1 Beoordeling van de ontvankelijkheid van het beroep in cassatie

De Hoge Raad is van oordeel dat de aangevoerde klachten geen behandeling in cassatie rechtvaardigen omdat de partij die het cassatieberoep heeft ingesteld klaarblijkelijk onvoldoende belang heeft bij het cassatieberoep dan wel omdat de klachten klaarblijkelijk niet tot cassatie kunnen leiden.

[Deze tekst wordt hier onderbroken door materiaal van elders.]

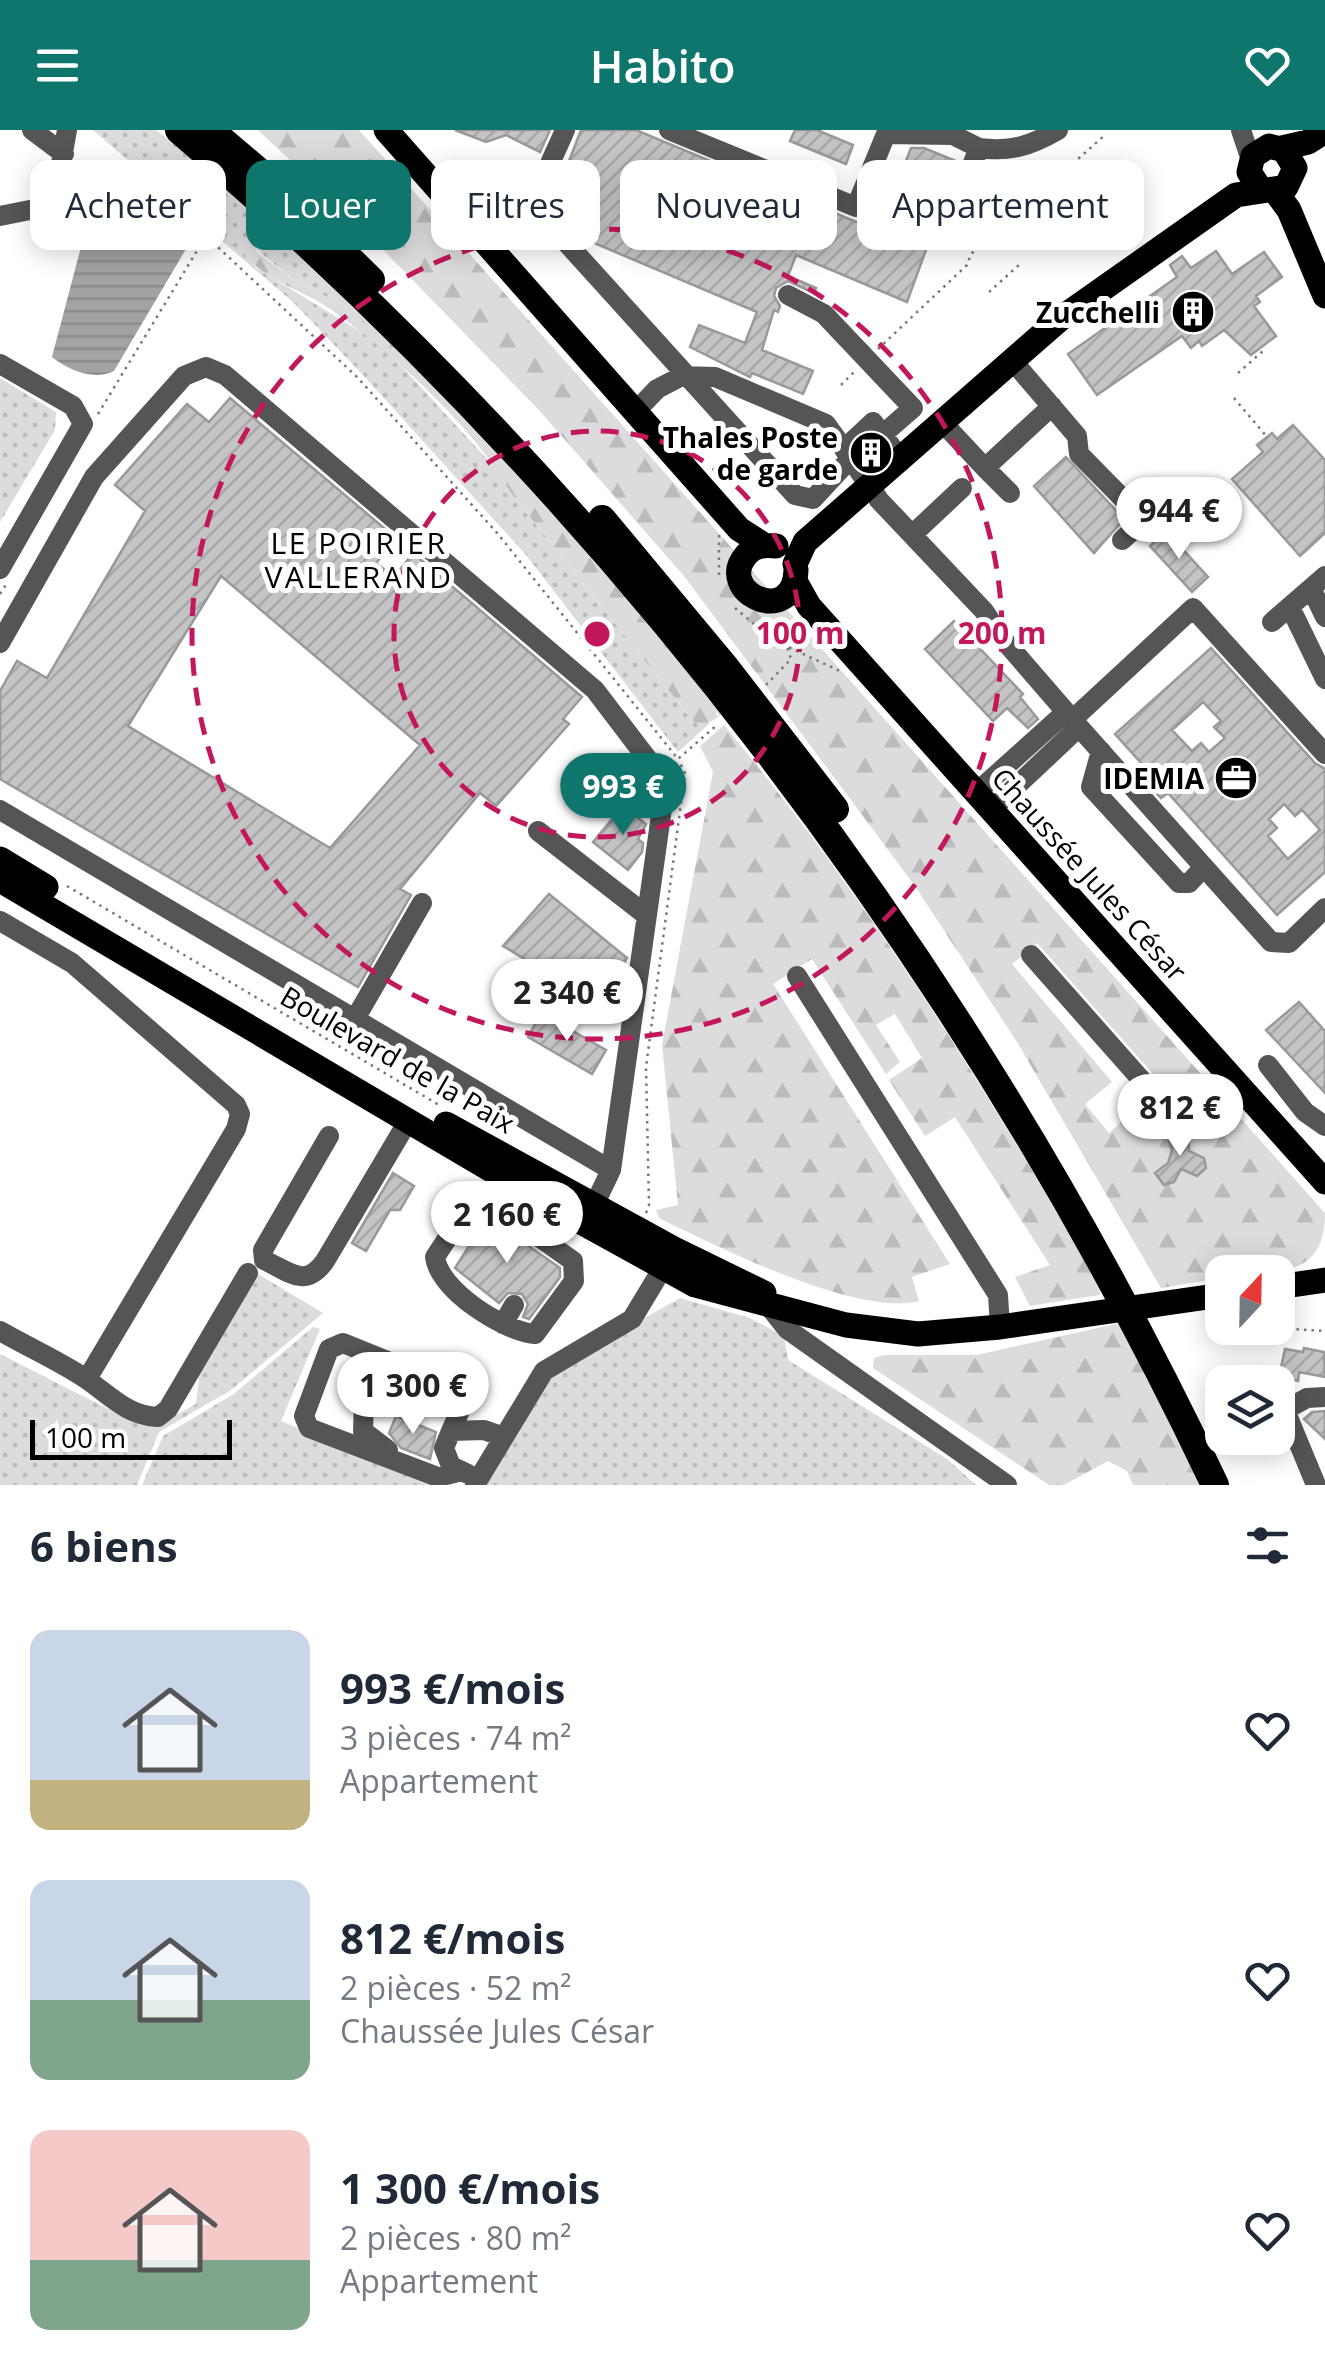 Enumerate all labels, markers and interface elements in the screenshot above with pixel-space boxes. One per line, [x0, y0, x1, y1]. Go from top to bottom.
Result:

De Hoge Raad zal daarom – gezien artikel 80a van de Wet op de rechterlijke organisatie en gehoord de Procureur‑Generaal – het beroep in cassatie niet‑ontvankelijk verklaren.

2 Beslissing

De Hoge Raad verklaart het beroep in cassatie niet‑ontvankelijk.

Dit arrest is gewezen door de raadsheer J. Wortel als voorzitter, en de raadsheren Th. Groeneveld en A.F.M.Q. Beukers-van Dooren, in tegenwoordigheid van de waarnemend griffier F. Treuren, en in het openbaar uitgesproken op 23 juni 2017.